-- WORK REQUEST --
Search the listing below for the word "graph" and return each line that contains it.

-- DATA TO PROCESS --
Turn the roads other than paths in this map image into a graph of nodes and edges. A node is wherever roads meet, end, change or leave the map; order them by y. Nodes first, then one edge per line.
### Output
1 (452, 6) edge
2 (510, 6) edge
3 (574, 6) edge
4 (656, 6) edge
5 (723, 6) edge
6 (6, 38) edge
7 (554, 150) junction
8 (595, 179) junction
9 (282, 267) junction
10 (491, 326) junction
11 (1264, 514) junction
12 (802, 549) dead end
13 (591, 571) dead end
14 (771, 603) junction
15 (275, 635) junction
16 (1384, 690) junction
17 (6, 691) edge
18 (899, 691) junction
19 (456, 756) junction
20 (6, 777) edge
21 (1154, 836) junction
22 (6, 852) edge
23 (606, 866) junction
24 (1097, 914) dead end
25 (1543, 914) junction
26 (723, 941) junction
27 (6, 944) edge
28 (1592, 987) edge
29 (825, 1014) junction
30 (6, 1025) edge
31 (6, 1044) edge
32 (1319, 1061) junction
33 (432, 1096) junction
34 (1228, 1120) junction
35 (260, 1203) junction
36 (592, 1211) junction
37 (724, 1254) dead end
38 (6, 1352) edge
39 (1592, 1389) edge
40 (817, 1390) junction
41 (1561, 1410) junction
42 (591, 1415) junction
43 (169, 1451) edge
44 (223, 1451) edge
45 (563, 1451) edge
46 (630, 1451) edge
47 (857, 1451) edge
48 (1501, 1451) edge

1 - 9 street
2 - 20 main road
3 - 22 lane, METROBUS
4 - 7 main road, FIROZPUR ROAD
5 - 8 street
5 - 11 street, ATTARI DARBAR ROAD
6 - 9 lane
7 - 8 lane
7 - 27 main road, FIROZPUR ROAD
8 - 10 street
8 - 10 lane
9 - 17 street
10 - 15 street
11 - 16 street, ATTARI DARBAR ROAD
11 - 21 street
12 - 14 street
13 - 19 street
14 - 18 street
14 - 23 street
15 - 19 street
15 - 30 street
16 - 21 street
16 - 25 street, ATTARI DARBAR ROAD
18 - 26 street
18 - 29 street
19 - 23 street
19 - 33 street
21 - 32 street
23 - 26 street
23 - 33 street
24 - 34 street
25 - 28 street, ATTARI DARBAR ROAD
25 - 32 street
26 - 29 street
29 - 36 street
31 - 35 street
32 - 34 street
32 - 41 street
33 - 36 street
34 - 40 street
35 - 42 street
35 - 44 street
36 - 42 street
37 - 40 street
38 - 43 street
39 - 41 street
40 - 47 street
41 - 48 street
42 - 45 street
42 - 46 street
* * *
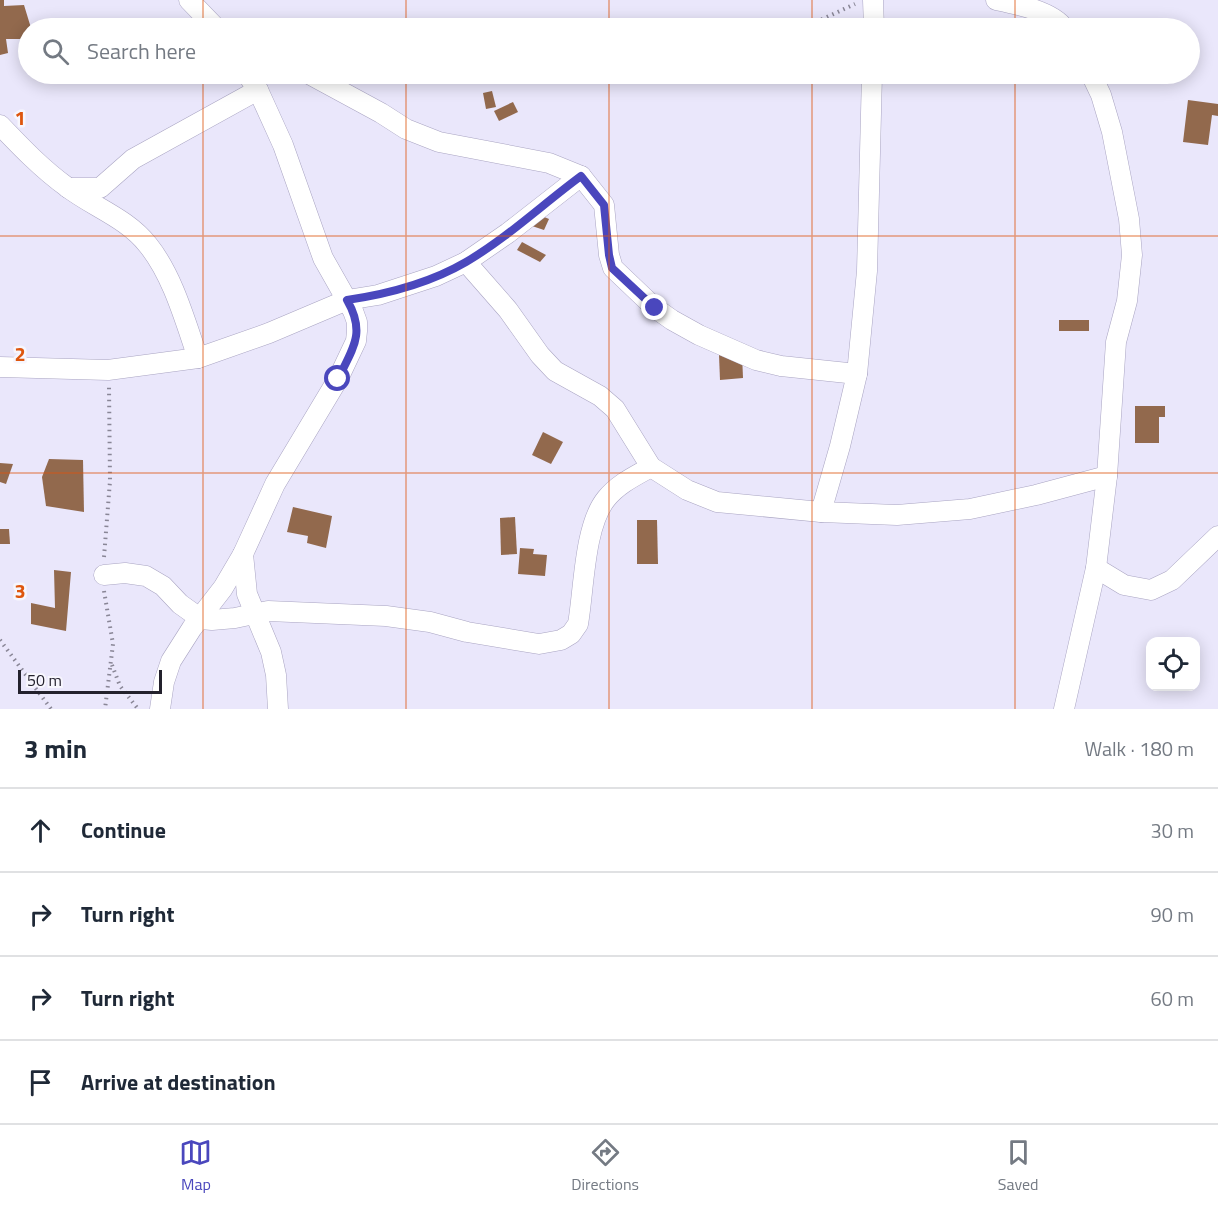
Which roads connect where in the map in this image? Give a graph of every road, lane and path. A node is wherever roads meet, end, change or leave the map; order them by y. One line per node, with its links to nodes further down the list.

-- ANSWER SPACE --
Turn the roads other than paths in this map image into a graph of nodes and edges. A node is wherever roads meet, end, change or leave the map; order them by y. Nodes first, then one edge per line.
Which roads connect where in the map in this image? Give a graph of every road, lane and path. A node is wherever roads meet, end, change or leave the map; order them by y. One line per node, with its links to nodes further down the list.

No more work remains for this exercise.